§ **Task requirements**
Would you write out the records below exactly as given?
─── Source records
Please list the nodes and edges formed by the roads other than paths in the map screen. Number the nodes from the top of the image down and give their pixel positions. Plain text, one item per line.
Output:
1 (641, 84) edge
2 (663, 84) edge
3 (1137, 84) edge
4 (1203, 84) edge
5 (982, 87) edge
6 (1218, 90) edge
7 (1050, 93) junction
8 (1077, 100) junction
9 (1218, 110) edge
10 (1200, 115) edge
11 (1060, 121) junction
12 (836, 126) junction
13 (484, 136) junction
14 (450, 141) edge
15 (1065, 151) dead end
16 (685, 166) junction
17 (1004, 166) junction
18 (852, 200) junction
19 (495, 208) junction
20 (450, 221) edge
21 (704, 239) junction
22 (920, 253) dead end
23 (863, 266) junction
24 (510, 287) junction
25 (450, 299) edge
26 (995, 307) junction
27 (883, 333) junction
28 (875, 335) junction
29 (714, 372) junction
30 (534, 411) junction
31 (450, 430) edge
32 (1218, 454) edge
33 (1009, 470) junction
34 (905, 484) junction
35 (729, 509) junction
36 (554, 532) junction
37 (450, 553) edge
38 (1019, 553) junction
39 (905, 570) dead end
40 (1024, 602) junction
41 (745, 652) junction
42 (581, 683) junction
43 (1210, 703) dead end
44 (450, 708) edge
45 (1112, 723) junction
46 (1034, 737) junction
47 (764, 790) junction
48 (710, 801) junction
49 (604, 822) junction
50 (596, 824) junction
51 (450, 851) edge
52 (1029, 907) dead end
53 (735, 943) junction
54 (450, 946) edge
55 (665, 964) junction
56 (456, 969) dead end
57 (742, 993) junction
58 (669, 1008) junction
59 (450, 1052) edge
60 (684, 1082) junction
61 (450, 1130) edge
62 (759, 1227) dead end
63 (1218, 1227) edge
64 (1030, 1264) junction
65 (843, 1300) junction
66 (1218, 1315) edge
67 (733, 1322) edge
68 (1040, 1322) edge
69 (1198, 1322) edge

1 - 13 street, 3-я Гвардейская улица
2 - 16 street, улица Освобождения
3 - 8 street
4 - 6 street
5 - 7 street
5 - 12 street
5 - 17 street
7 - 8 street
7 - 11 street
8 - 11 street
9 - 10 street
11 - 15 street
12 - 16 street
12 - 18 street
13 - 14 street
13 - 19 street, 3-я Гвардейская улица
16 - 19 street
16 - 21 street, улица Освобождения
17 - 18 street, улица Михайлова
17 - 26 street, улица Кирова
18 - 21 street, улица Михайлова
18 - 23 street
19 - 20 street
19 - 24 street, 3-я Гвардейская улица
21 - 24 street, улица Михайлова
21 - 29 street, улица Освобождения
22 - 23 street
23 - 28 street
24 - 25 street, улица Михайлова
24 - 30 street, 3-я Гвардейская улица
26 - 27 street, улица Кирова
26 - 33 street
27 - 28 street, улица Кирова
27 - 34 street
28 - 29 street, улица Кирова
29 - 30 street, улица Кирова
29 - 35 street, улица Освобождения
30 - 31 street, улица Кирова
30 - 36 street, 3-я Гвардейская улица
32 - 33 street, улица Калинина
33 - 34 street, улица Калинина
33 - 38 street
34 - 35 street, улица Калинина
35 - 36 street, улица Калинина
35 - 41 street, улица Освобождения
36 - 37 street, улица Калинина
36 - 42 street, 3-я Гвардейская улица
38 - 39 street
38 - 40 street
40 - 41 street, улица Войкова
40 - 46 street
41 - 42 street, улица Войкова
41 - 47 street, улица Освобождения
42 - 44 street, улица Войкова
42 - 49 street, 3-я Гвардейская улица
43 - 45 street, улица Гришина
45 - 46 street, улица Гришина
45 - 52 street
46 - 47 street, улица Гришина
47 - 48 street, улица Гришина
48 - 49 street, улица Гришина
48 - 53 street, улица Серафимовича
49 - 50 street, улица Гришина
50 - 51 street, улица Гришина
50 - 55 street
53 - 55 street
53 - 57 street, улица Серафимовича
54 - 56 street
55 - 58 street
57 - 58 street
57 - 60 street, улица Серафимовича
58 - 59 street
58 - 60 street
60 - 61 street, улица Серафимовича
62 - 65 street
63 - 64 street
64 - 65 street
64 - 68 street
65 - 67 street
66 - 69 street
──────
§ **Response to the task**
Please list the nodes and edges formed by the roads other than paths in the map screen. Number the nodes from the top of the image down and give their pixel positions. Plain text, one item per line.
Output:
1 (641, 84) edge
2 (663, 84) edge
3 (1137, 84) edge
4 (1203, 84) edge
5 (982, 87) edge
6 (1218, 90) edge
7 (1050, 93) junction
8 (1077, 100) junction
9 (1218, 110) edge
10 (1200, 115) edge
11 (1060, 121) junction
12 (836, 126) junction
13 (484, 136) junction
14 (450, 141) edge
15 (1065, 151) dead end
16 (685, 166) junction
17 (1004, 166) junction
18 (852, 200) junction
19 (495, 208) junction
20 (450, 221) edge
21 (704, 239) junction
22 (920, 253) dead end
23 (863, 266) junction
24 (510, 287) junction
25 (450, 299) edge
26 (995, 307) junction
27 (883, 333) junction
28 (875, 335) junction
29 (714, 372) junction
30 (534, 411) junction
31 (450, 430) edge
32 (1218, 454) edge
33 (1009, 470) junction
34 (905, 484) junction
35 (729, 509) junction
36 (554, 532) junction
37 (450, 553) edge
38 (1019, 553) junction
39 (905, 570) dead end
40 (1024, 602) junction
41 (745, 652) junction
42 (581, 683) junction
43 (1210, 703) dead end
44 (450, 708) edge
45 (1112, 723) junction
46 (1034, 737) junction
47 (764, 790) junction
48 (710, 801) junction
49 (604, 822) junction
50 (596, 824) junction
51 (450, 851) edge
52 (1029, 907) dead end
53 (735, 943) junction
54 (450, 946) edge
55 (665, 964) junction
56 (456, 969) dead end
57 (742, 993) junction
58 (669, 1008) junction
59 (450, 1052) edge
60 (684, 1082) junction
61 (450, 1130) edge
62 (759, 1227) dead end
63 (1218, 1227) edge
64 (1030, 1264) junction
65 (843, 1300) junction
66 (1218, 1315) edge
67 (733, 1322) edge
68 (1040, 1322) edge
69 (1198, 1322) edge

1 - 13 street, 3-я Гвардейская улица
2 - 16 street, улица Освобождения
3 - 8 street
4 - 6 street
5 - 7 street
5 - 12 street
5 - 17 street
7 - 8 street
7 - 11 street
8 - 11 street
9 - 10 street
11 - 15 street
12 - 16 street
12 - 18 street
13 - 14 street
13 - 19 street, 3-я Гвардейская улица
16 - 19 street
16 - 21 street, улица Освобождения
17 - 18 street, улица Михайлова
17 - 26 street, улица Кирова
18 - 21 street, улица Михайлова
18 - 23 street
19 - 20 street
19 - 24 street, 3-я Гвардейская улица
21 - 24 street, улица Михайлова
21 - 29 street, улица Освобождения
22 - 23 street
23 - 28 street
24 - 25 street, улица Михайлова
24 - 30 street, 3-я Гвардейская улица
26 - 27 street, улица Кирова
26 - 33 street
27 - 28 street, улица Кирова
27 - 34 street
28 - 29 street, улица Кирова
29 - 30 street, улица Кирова
29 - 35 street, улица Освобождения
30 - 31 street, улица Кирова
30 - 36 street, 3-я Гвардейская улица
32 - 33 street, улица Калинина
33 - 34 street, улица Калинина
33 - 38 street
34 - 35 street, улица Калинина
35 - 36 street, улица Калинина
35 - 41 street, улица Освобождения
36 - 37 street, улица Калинина
36 - 42 street, 3-я Гвардейская улица
38 - 39 street
38 - 40 street
40 - 41 street, улица Войкова
40 - 46 street
41 - 42 street, улица Войкова
41 - 47 street, улица Освобождения
42 - 44 street, улица Войкова
42 - 49 street, 3-я Гвардейская улица
43 - 45 street, улица Гришина
45 - 46 street, улица Гришина
45 - 52 street
46 - 47 street, улица Гришина
47 - 48 street, улица Гришина
48 - 49 street, улица Гришина
48 - 53 street, улица Серафимовича
49 - 50 street, улица Гришина
50 - 51 street, улица Гришина
50 - 55 street
53 - 55 street
53 - 57 street, улица Серафимовича
54 - 56 street
55 - 58 street
57 - 58 street
57 - 60 street, улица Серафимовича
58 - 59 street
58 - 60 street
60 - 61 street, улица Серафимовича
62 - 65 street
63 - 64 street
64 - 65 street
64 - 68 street
65 - 67 street
66 - 69 street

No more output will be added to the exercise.